Regarding wind turbine construction, Issapour said their size is growing. “When you construct a building, the taller the building, the deeper the foundation has to be. Wind turbine foundations are filled in with a special gravel material that makes the turbines steady and stable. This material is produced in Canada, which is also easily accessible to this region.”
The economy of the mid-Atlantic and Northeast coasts will also benefit greatly. For example, according to BOEM, offshore wind farm construction in North Carolina and Virginia is expected to generate nearly $2 billion for the region’s economy over the next decade.
BOEM has stated part of this will come from new jobs. For example, the Kitty Hawk project, once operational, will create 900 full time jobs.
When these projects are operational, the economies of these regions will further benefit. BOEM states regions with offshore wind turbines tend to experience an increase in recreation and tourism.

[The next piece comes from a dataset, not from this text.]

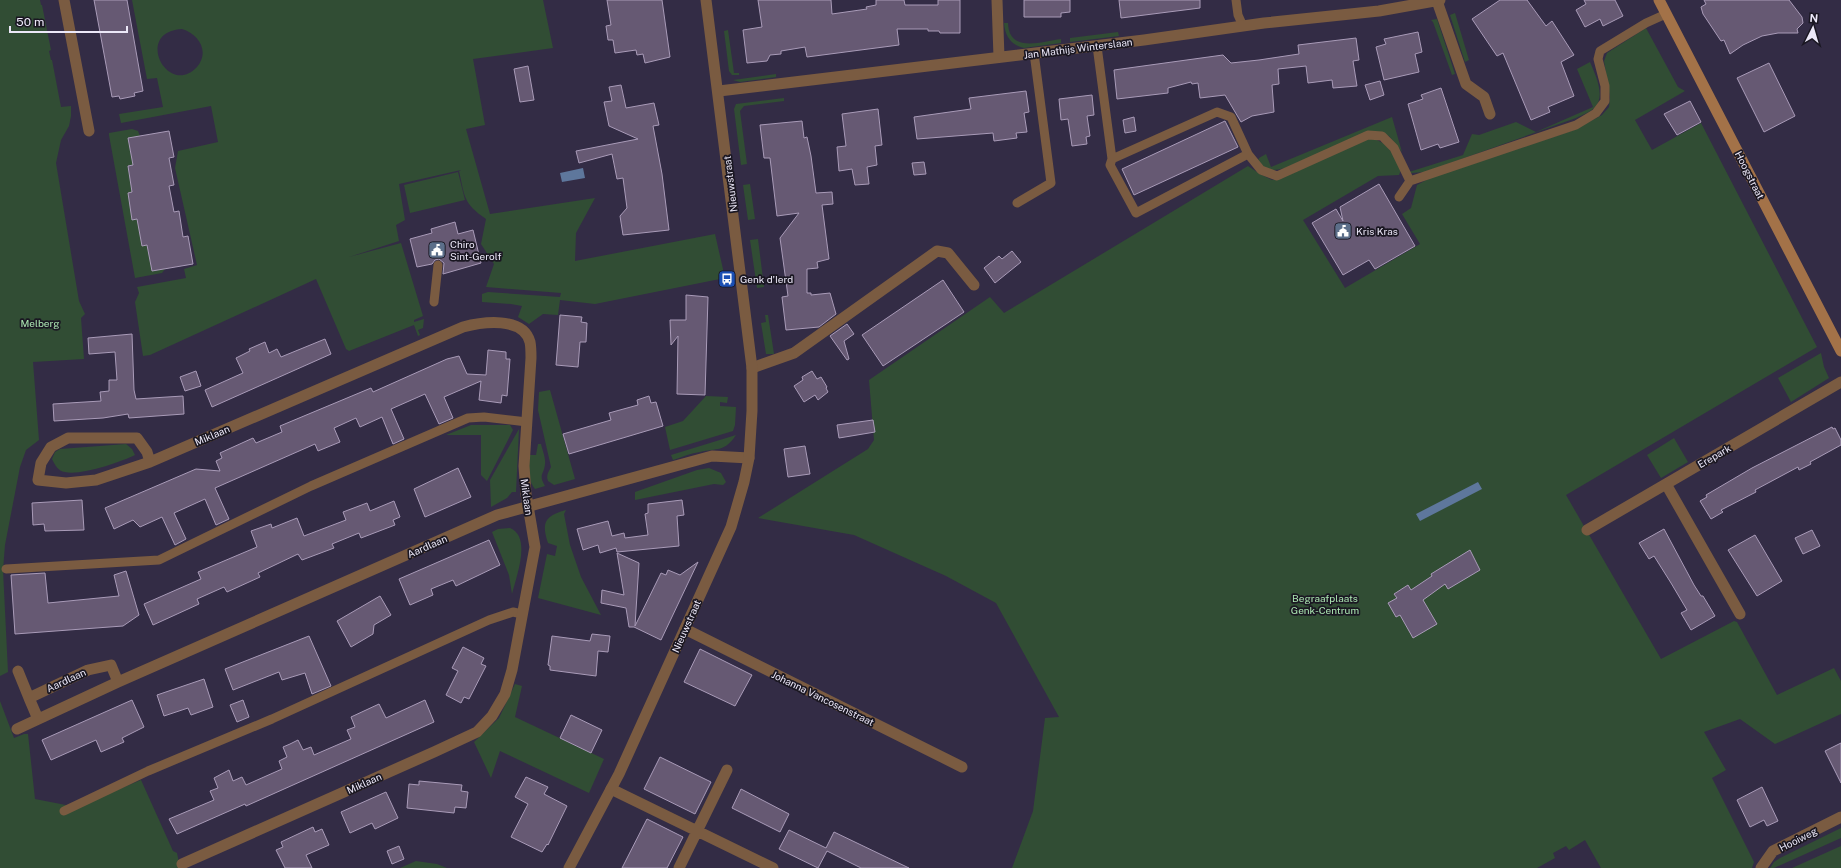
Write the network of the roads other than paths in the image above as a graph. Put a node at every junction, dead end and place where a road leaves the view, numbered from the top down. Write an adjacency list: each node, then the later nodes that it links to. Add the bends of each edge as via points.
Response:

Part of this may be due to an increase in recreational fishing because of an increase in fish habitats. The underwater foundations that support the tall wind turbines may attract a wide variety of fish and other marine animals.
According to BOEM, perhaps the most important benefit of offshore wind farms is they help decrease the region’s reliance on fossil fuels and help tackle climate change.
When fossil fuels, such as oil, coal, and gas, are burned to meet our energy needs, this releases carbon dioxide, sulfur dioxide and nitrogen oxide into the air, which degrades air and water quality and contributes to climate change.
Construction and operation of the Kitty Hawk project alone, by BOEM’s estimates, is expected to displace 1,330,032 tons of carbon dioxide, 860 tons of sulfur dioxide, and 703 tons of nitrogen oxide annually that would have been emitted from fossil-fuel burning facilities.
BOEM reports these projects are not only meeting federal climate change goals, but also state objectives. For example, the Commonwealth of Virginia enacted the Virginia Clean Economy Act in April 2020. This act supports development of 2,500 to 3,000 megawatts of clean, reliable offshore wind energy to be in service by 2028 and has the goal of transitioning Virginia’s biggest utility companies from their current electric portfolio to 100 percent carbon-free resources by 2050.
Issapour says Americans have been slow to accept renewable energy, such as wind energy, and she would like for them to think of the possibilities. “Before you say no, just take a look at the data and learn about it,” she said. “Look at the long-term benefits. Don’t be short-sighted but think of the generations to come. Ask yourself – what are the benefits for me, my family, and the longevity of our planet? We forget we are the guardians of this beautiful Earth.”
The Wright Brothers would probably agree with her. People didn’t believe they could fly, but the brothers kept researching and testing their flyers. As a result, today, we can fly to most locations throughout the world. Possibly in years to come, with the offshore wind farms being constructed now and those in the future, renewable energy will be just as common as boarding an airplane and climate change will be a passing breeze.